Barton Seaver in May 2014. Carl D. Walsh/Portland Press Herald

Barton Seaver, National Geographic’s renowned chef and Maine Coast Fishermen’s Association board member, cooked a baked-pretzel-crust flounder served with roasted broccoli for students at the Morse Street School. The event on Friday, May 30, was part of the Fishermen Feeding Mainers program under the Maine Coast Fishermen’s Association, highlighting local and seasonal fish bought and processed by Mainers.

Around lunchtime at the Freeport elementary school, the baked-pretzel-crust flounder was passed out to the different classes. As students were served the fresh flounder lunch, Seaver spoke about why fish is important for physical and brain development. Seaver said another goal of the Fishermen Feeding Mainers program is encouraging younger generations to appreciate seafood and its origins in the community.

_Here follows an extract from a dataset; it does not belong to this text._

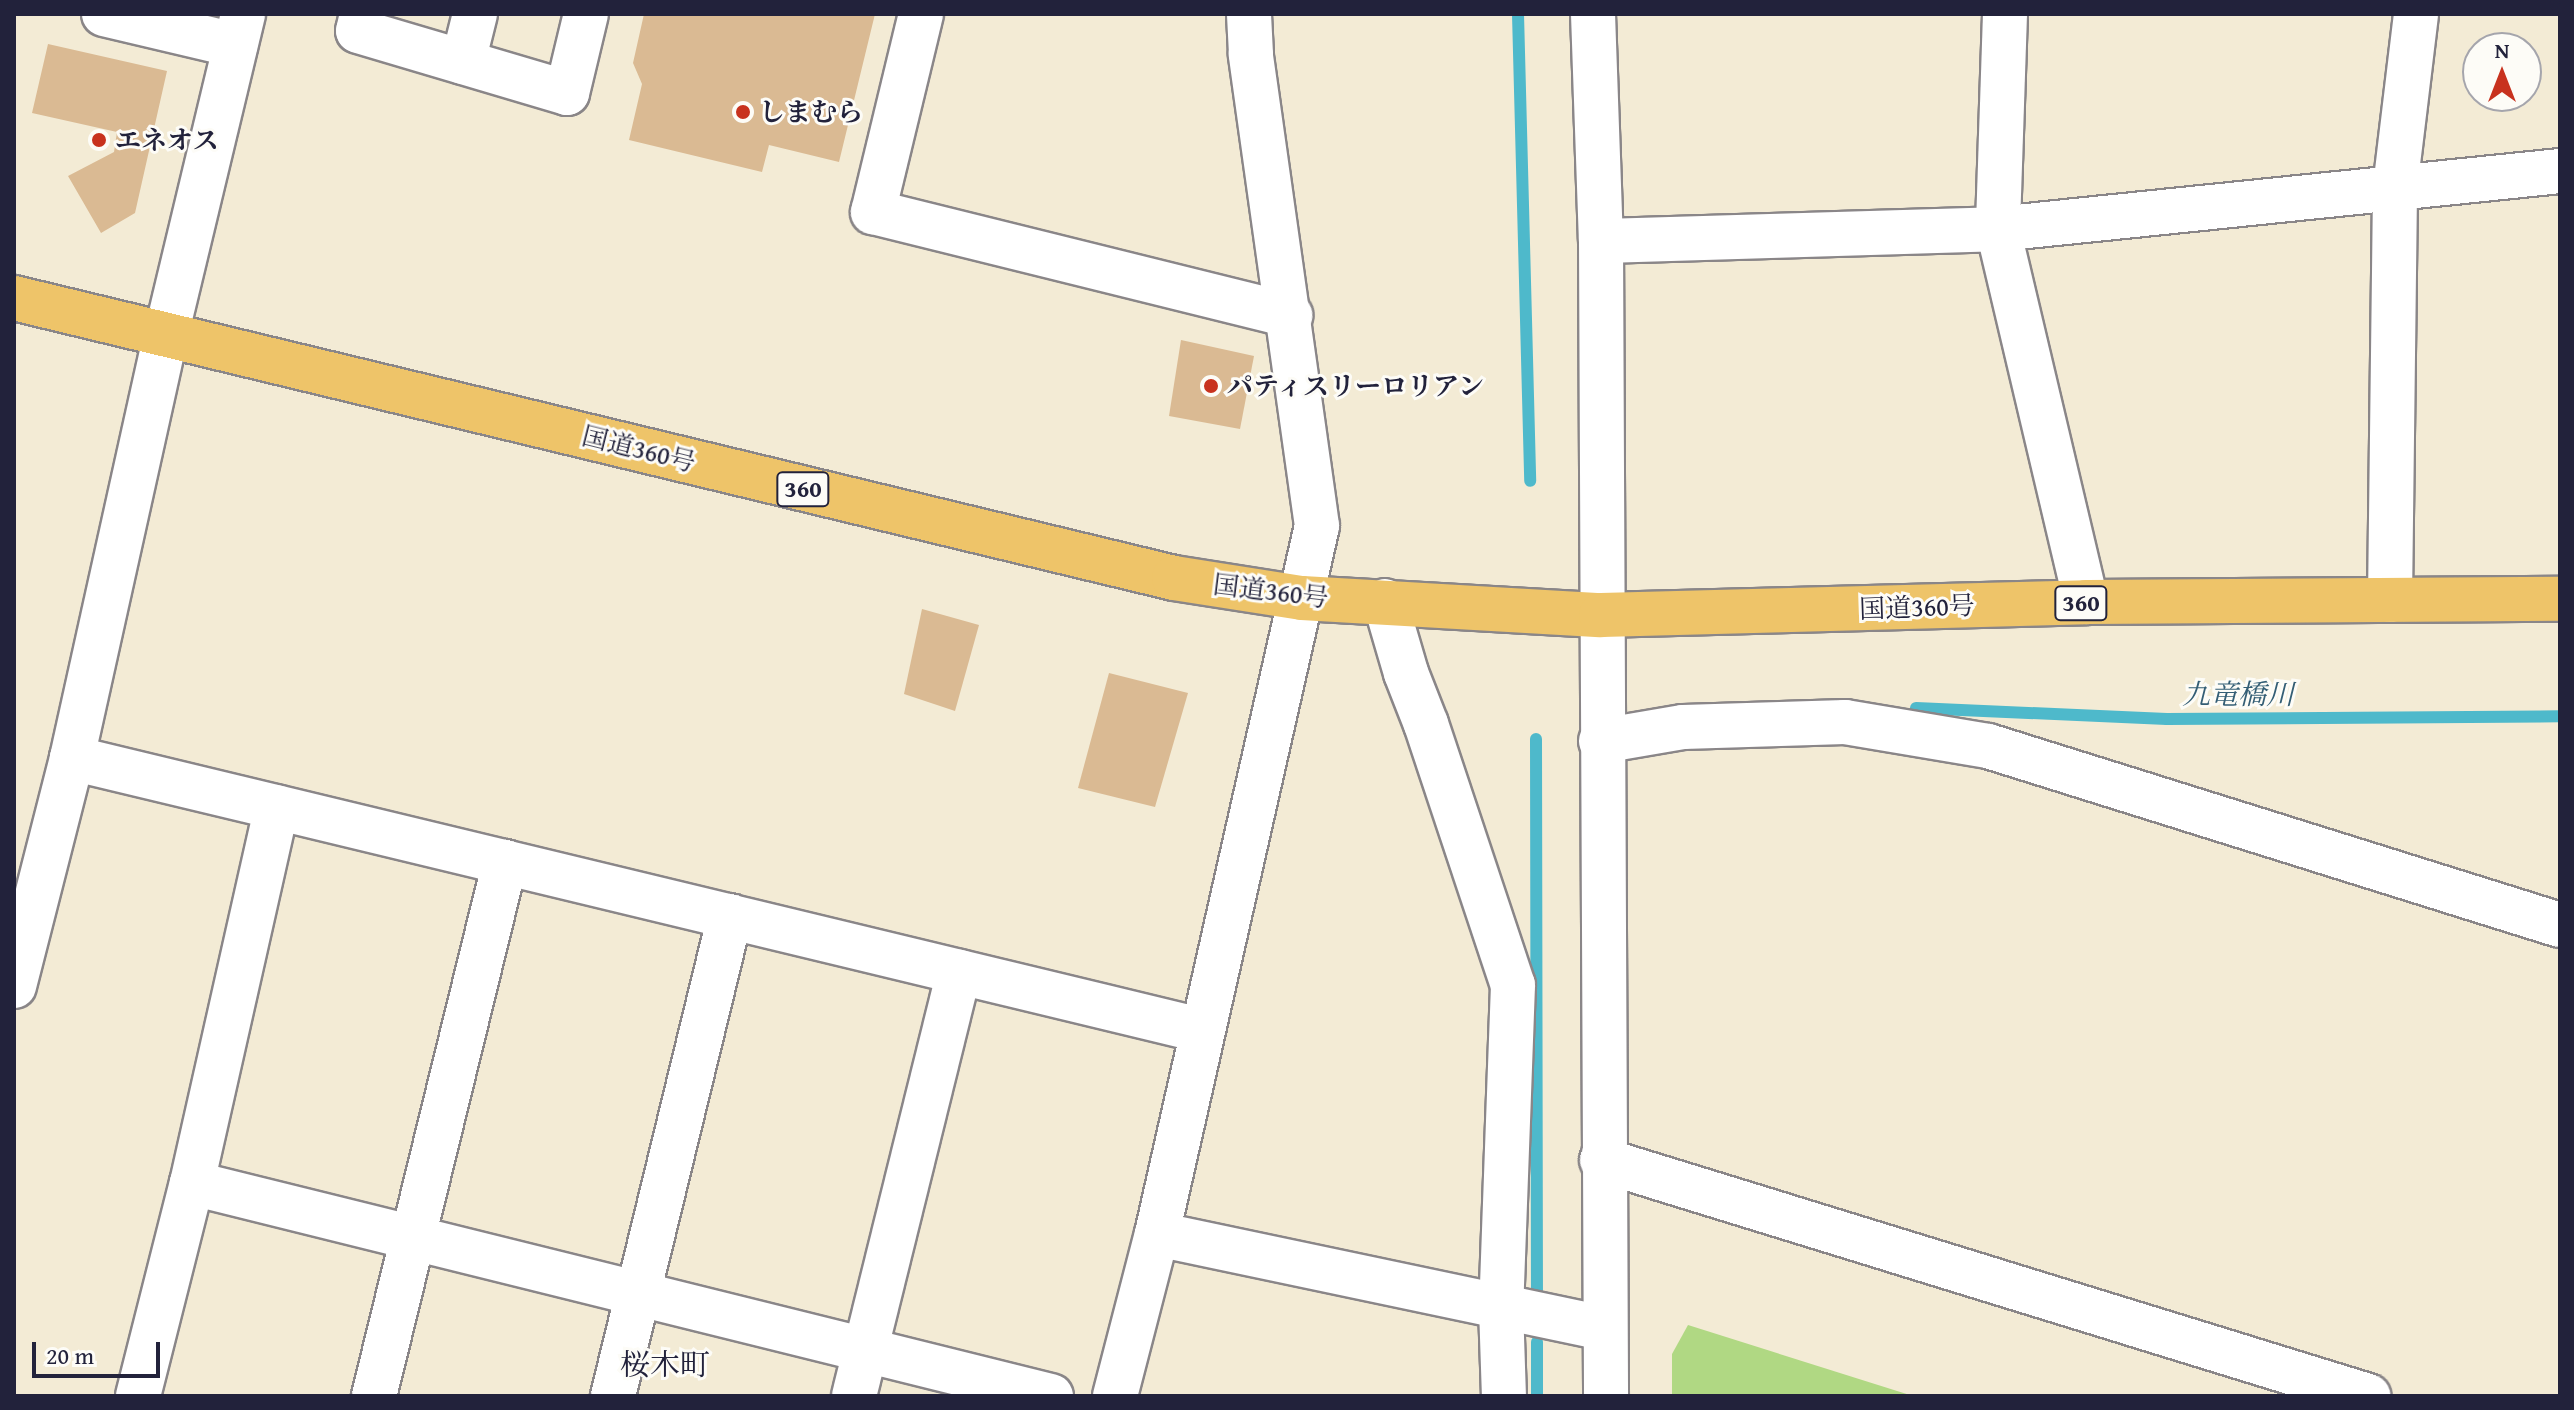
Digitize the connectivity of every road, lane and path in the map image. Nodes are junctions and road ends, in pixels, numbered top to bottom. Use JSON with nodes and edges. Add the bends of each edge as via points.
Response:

“We should think of seafood as an ingredient we can use for positive public health, environmental and economic outcomes,” Seaver said, while preparing the flounder the day before the seafood lunch would be passed out.

Seaver completed the finishing touches on the prep work for the fish, taking the skin off and cleaning the rest of the fish before lightly seasoning it with salt and pepper. Then, he rolled the flounder on the baking sheet and baked it slowly in the oven to retain its moisture and flavor with a crushed pretzel crumb mixed with butter, a little onion and garlic powder on top.

“The chicken nugget doesn’t need any champion, but seafood does,” Seaver said.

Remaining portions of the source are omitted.